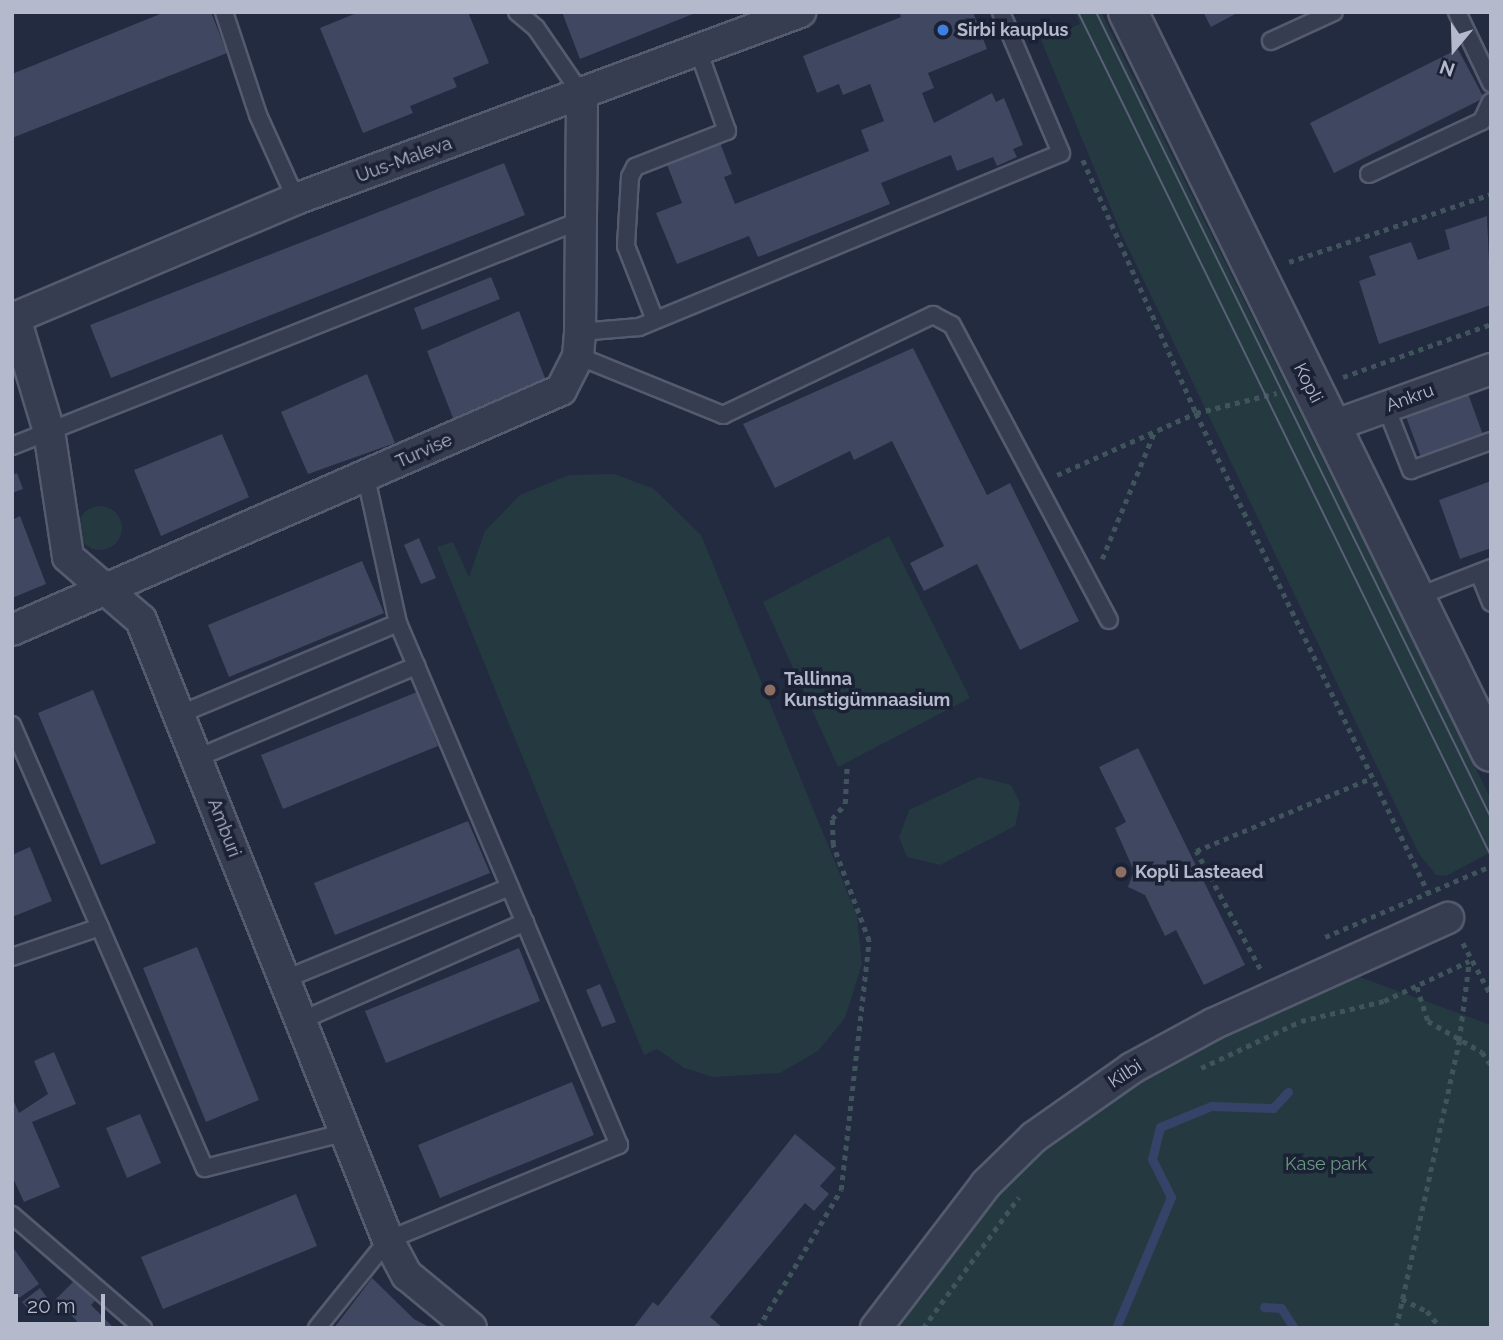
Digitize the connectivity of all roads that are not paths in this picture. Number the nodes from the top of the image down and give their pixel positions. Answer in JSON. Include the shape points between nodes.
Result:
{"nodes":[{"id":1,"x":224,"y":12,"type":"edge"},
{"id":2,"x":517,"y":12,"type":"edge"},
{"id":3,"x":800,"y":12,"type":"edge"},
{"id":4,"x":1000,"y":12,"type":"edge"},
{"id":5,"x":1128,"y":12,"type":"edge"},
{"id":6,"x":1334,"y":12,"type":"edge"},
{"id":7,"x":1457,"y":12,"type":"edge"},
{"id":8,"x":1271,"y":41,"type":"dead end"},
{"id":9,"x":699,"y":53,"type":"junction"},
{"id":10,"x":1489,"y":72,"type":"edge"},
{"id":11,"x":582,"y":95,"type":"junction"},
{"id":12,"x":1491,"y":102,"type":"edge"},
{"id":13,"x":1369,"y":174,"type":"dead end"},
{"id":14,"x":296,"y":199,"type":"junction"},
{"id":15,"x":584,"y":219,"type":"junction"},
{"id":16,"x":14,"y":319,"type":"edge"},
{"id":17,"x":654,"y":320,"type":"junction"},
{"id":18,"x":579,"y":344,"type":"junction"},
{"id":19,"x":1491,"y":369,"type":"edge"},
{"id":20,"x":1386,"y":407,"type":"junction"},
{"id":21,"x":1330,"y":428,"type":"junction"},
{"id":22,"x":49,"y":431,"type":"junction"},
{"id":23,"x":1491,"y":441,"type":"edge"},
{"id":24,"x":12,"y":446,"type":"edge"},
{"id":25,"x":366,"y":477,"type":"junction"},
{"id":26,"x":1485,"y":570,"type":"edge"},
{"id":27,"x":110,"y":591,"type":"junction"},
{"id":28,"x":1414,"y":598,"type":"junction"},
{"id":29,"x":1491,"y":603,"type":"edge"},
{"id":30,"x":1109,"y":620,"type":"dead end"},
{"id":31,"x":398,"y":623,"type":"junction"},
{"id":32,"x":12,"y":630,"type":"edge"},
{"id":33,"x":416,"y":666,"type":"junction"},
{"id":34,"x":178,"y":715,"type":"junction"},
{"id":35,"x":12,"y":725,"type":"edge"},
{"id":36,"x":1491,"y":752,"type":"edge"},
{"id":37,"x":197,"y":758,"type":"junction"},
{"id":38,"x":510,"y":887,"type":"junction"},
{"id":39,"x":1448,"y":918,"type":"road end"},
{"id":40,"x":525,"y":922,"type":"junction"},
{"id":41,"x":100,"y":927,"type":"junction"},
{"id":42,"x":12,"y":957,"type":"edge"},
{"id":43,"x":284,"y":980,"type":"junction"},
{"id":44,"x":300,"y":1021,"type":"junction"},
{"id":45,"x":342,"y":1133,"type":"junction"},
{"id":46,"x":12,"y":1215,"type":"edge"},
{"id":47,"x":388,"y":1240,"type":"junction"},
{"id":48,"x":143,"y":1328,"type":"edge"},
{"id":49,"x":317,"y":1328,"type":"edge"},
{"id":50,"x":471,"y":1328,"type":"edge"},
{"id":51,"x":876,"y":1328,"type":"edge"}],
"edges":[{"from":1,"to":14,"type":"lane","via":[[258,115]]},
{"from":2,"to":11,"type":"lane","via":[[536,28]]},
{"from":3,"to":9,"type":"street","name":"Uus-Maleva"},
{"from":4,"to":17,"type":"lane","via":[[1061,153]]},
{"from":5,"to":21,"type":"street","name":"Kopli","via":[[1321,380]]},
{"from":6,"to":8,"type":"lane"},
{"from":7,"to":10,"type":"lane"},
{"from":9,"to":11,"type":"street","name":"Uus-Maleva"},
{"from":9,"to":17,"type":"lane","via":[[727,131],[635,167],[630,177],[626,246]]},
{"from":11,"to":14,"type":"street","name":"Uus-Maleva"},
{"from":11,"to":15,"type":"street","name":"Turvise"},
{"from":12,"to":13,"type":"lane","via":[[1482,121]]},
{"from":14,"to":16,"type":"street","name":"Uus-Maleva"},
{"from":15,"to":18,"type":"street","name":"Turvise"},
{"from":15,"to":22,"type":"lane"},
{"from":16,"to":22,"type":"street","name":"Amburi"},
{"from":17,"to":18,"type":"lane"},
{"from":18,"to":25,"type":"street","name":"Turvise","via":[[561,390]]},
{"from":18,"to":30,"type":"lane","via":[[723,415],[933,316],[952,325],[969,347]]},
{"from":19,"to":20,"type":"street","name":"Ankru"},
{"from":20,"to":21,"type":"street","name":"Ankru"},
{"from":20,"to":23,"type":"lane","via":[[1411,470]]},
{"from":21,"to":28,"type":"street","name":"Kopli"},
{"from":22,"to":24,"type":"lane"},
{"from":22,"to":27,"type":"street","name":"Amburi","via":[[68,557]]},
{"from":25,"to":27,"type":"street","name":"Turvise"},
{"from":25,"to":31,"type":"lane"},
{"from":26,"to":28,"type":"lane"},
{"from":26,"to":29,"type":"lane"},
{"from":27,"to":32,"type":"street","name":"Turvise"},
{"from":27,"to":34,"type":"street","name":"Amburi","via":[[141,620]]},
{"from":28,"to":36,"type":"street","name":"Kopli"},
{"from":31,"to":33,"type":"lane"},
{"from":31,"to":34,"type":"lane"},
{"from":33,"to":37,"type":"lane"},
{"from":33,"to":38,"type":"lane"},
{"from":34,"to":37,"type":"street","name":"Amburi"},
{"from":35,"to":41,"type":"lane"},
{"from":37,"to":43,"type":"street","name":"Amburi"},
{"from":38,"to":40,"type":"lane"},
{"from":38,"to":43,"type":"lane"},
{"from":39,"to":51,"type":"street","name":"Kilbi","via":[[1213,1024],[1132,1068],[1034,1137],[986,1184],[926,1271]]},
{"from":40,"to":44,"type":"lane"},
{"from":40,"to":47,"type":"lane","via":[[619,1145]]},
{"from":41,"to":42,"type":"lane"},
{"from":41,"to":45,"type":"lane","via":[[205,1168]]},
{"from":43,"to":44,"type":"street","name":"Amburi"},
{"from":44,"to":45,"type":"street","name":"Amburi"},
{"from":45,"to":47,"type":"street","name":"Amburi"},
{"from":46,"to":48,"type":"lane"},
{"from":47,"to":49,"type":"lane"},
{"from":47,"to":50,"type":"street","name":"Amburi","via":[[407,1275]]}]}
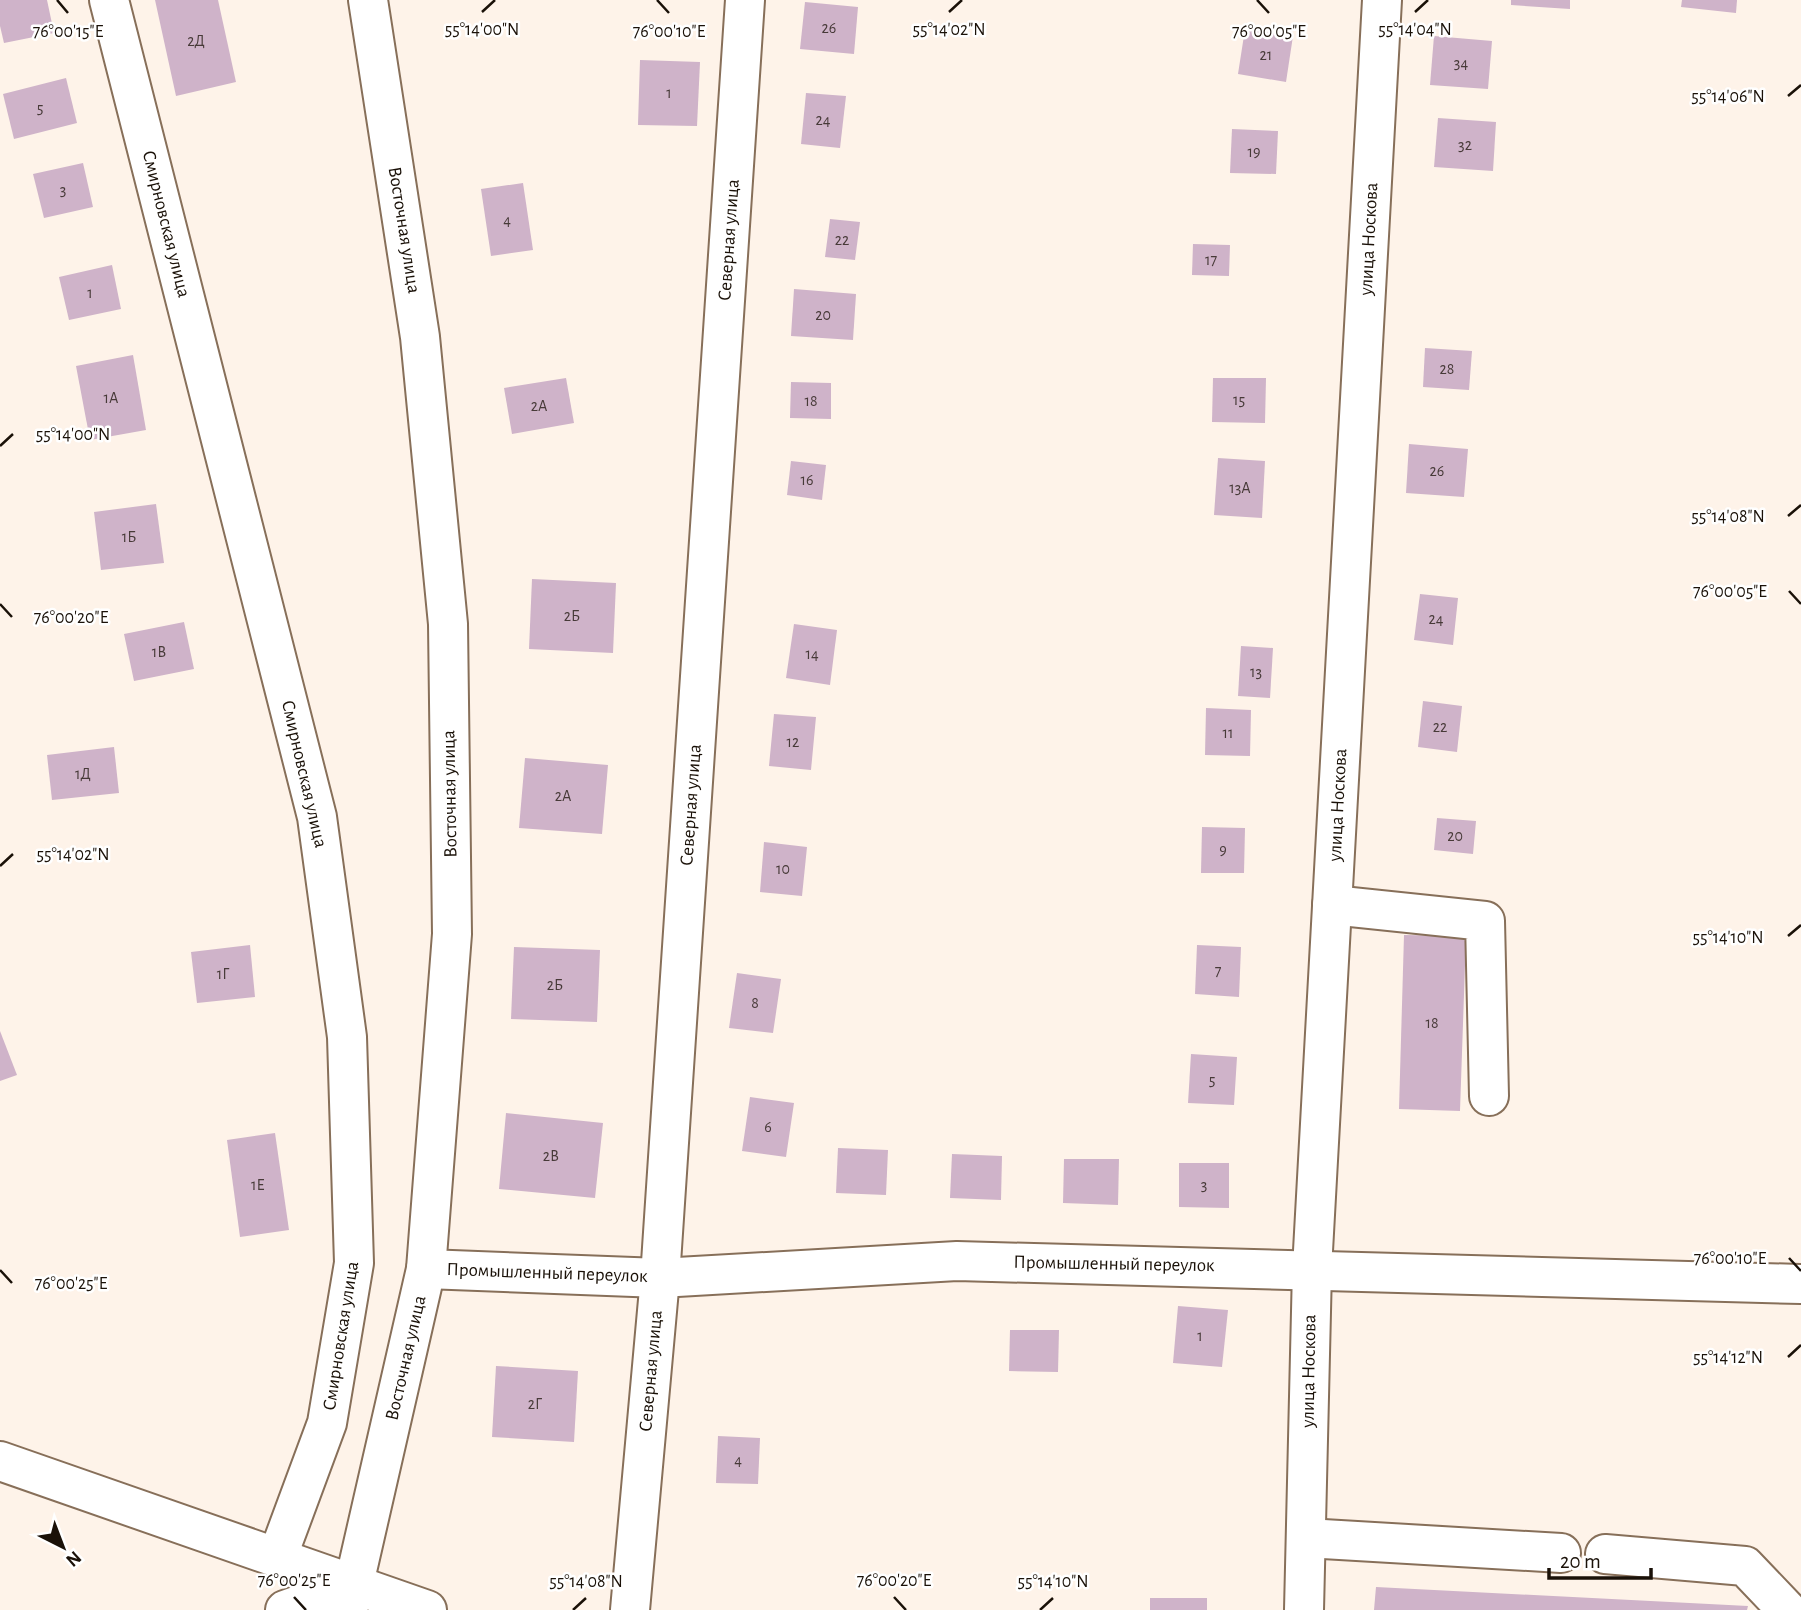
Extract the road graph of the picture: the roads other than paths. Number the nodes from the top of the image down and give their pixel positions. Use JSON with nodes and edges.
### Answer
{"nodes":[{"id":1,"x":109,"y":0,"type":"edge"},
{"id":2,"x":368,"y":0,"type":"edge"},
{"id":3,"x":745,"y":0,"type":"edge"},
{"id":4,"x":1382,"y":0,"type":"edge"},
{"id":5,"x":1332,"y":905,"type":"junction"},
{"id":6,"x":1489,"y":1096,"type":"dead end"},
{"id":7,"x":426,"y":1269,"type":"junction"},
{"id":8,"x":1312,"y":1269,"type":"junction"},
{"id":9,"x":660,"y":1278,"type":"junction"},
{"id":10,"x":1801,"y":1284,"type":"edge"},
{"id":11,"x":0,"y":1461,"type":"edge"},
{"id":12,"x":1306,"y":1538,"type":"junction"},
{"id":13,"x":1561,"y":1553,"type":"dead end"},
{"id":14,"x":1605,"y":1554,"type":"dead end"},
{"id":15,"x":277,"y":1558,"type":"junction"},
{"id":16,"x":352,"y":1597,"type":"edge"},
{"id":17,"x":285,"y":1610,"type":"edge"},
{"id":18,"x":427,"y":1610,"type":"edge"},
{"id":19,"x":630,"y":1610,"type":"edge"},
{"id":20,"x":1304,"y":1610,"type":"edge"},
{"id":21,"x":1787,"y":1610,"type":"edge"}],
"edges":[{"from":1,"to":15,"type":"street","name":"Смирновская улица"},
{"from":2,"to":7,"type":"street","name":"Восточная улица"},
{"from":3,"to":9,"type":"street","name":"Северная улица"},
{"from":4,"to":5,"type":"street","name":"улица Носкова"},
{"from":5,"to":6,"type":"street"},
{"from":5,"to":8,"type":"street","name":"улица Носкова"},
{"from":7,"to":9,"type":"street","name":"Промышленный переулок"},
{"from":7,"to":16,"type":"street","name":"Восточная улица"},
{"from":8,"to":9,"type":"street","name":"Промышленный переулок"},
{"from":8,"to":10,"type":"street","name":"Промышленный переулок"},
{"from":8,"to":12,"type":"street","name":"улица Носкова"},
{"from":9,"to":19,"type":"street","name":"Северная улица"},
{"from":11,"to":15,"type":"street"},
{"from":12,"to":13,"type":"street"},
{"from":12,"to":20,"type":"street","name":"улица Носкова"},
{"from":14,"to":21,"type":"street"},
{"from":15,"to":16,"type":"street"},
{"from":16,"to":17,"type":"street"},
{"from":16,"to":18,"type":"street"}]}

——

DESCRIPTION OF THE TASK:
Find each line above that contains "paths", and copy those lines.

SOLUTION:
Digitize the connectivity of all roads that are not paths in this picture. Number the nodes from the top of the image down and give their pixel positions. Answer in JSON. Include the shape points between nodes.
Extract the road graph of the picture: the roads other than paths. Number the nodes from the top of the image down and give their pixel positions. Use JSON with nodes and edges.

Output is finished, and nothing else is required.